Saed Tayyara took the United States citizenship test seven years after he came to America.

It was Tayyara's belief that in America, paying taxes and being a good steward wasn't enough. One has to exercise the right to vote.

Because he earned the right to be an American citizen, Tayyara feels he should serve his country and community in repayment. To that end, Tayyara has announced his intention to run for the District 2 Moffat County Board of Commissioners seat Commissioner Marianna Raftopoulos is scheduled to vacate at the end of her second term.

"Every citizen, once in their lifetime, should serve their community at whatever level," Tayyara said.

Tayyara will run as a Republican. He joins Sheriff Deputy Michael Anthony and Magnum Metals owner Stan Hathhorn in the race for District 2. But only Hathhorn intends to run for the office if a petition to recall Raftopoulos is successful. Hathhorn welcomed Tayyara's announcement, saying "the more the merrier."

Tayyarra has previously served on Craig City Council and as mayor. He emigrated from Syria in 1963, following the Syrian revolt against French occupation.

Tayarra has spent most of his life in the Yampa Valley, and has lived in Craig since 1975, when he opened a Kentucky Fried Chicken. Although he has no relatives here, he said he has many friends, and the town is his home.

In 1977, Tayyara was one of 22 candidates for Craig City Council, and he lost the election by one vote. When a city councilor moved, Tayyara, as runner-up, was appointed as a replacement, and in 1981, the council elected him as mayor. The council later changed its bylaws so the mayor would be elected by the popular vote. In 1989, Tayyara was once again elected to mayor by the popular vote.

During his tenure as mayor, Tayyara saw the city through some difficult financial times, when county government had to lend the city assistance.

It's that experience on which Tayyara is relying to convince voters he can help the county through its current financial trials.

The city clashed with the state governor over a water system mandate. The city simply didn't have the money to develop the system, Tayyara said. Trash disposal was another problem. The county's population was growing rapidly, but funding for the needed infrastructure was lacking.

Tayyara pled the city's case to the county, and the two governments reached an agreement that could help the city recover. The skills he used to broker that agreement, such as compromise and communication, along with his experience balancing the city budget, qualify him to assume commissioner office, he said.

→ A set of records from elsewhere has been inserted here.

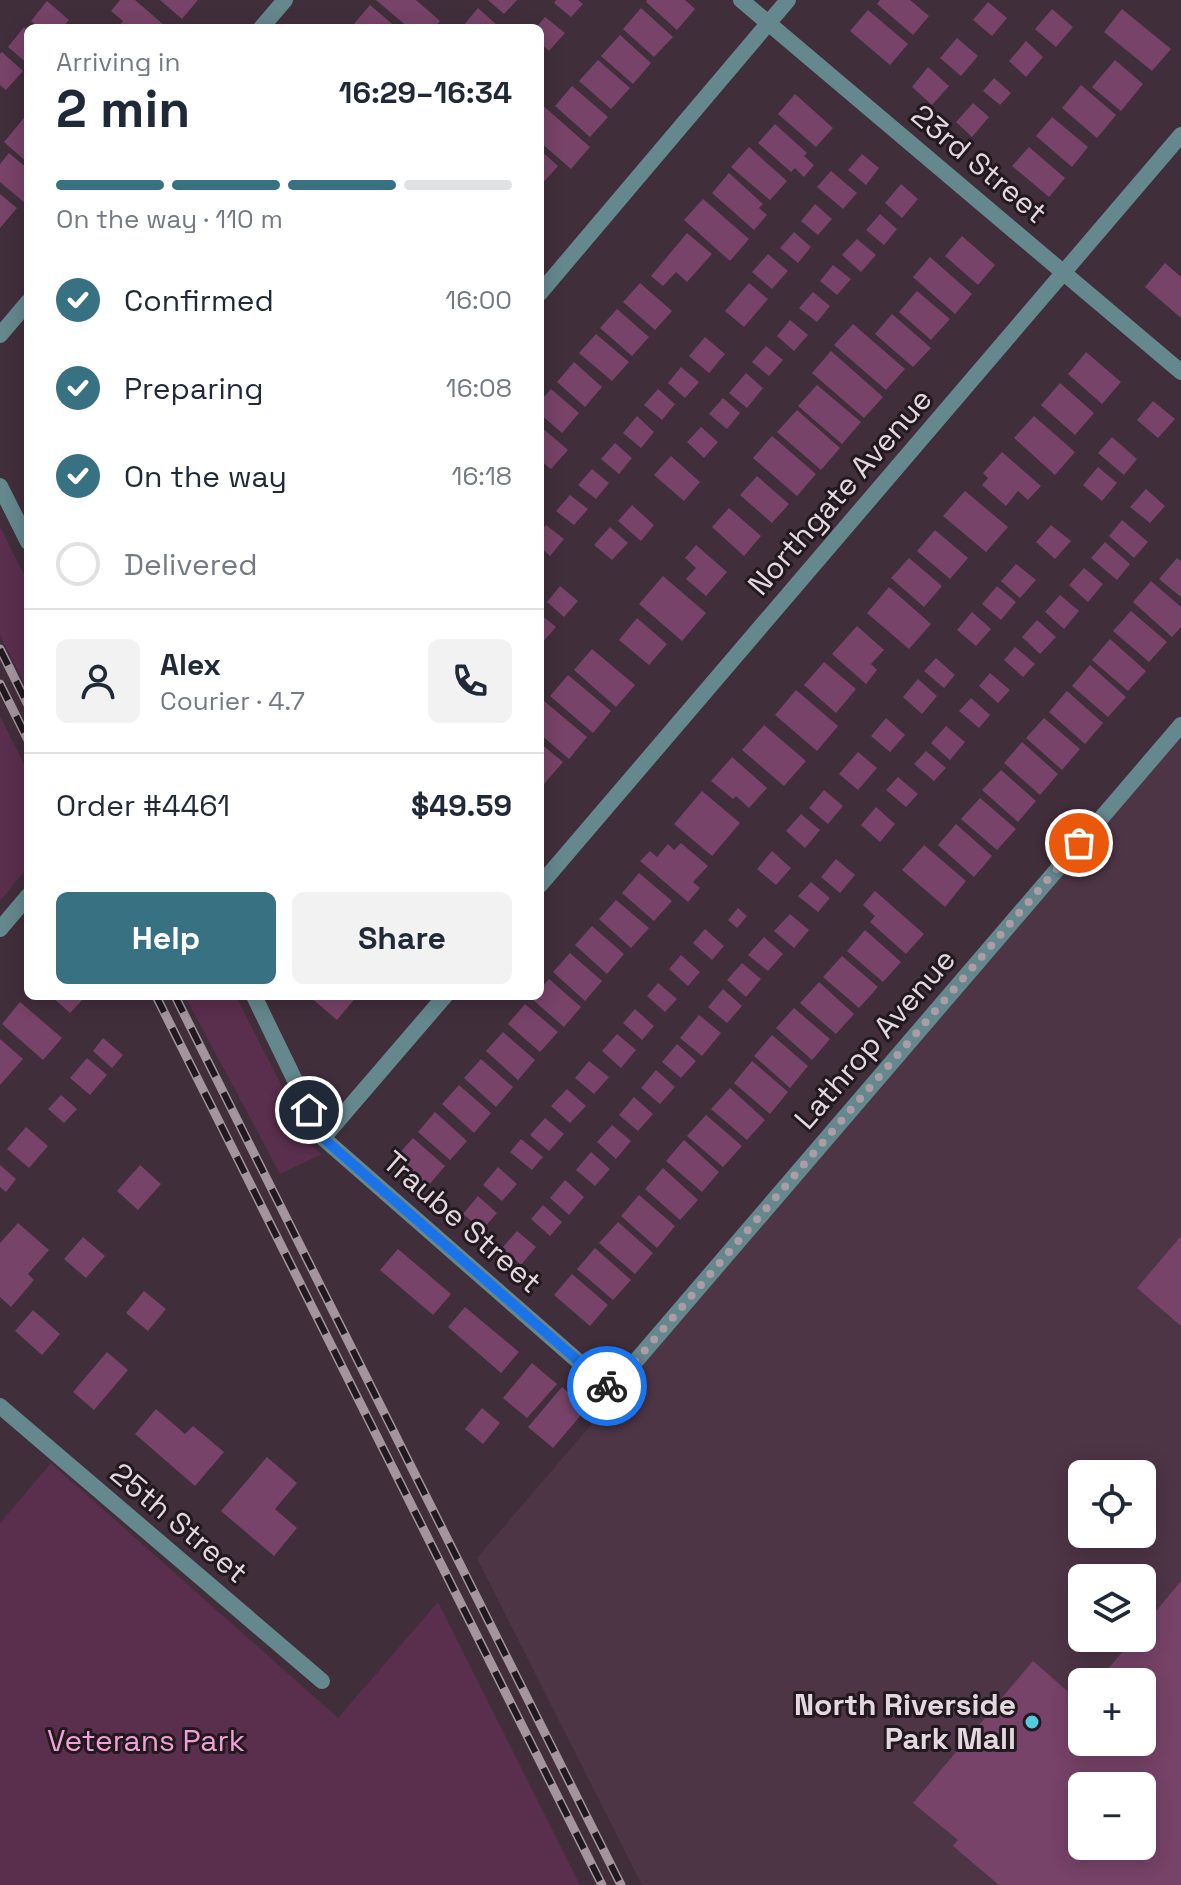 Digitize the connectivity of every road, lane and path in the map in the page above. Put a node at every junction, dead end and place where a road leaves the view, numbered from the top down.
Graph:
1 (285, 0) edge
2 (741, 0) edge
3 (788, 0) edge
4 (264, 24) edge
5 (768, 24) junction
6 (1181, 135) edge
7 (1065, 272) junction
8 (544, 288) edge
9 (24, 307) edge
10 (0, 335) edge
11 (1181, 372) edge
12 (0, 486) edge
13 (24, 534) edge
14 (1181, 725) edge
15 (544, 880) edge
16 (24, 901) edge
17 (0, 929) edge
18 (256, 1000) edge
19 (442, 1000) edge
20 (323, 1138) junction
21 (611, 1390) joint
22 (0, 1406) edge
23 (322, 1681) dead end

1 - 4 street
2 - 5 street, 23rd Street
3 - 5 street
5 - 7 street, 23rd Street
5 - 8 street
6 - 7 street, Northgate Avenue
7 - 11 street, 23rd Street
7 - 15 street, Northgate Avenue
9 - 10 street
12 - 13 street
14 - 21 street, Lathrop Avenue
16 - 17 street
18 - 20 street, Traube Street
19 - 20 street
20 - 21 street, Traube Street
22 - 23 street, 25th Street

"I was honored that Craig residents supported me and elected me to provide service. I worked hard and delivered and overcame a lot of difficulties. I see no reason not to do this and repeat it again," Tayyara said.

He said he sees a block between the two governments right now and will work to initiate a dialogue.

Tayyara has been a member of the Associate Government of Colorado, Club 20, the Colorado Municipal League, the Lion's Club, and many other government and service organizations.

The primary election will be held on August 13.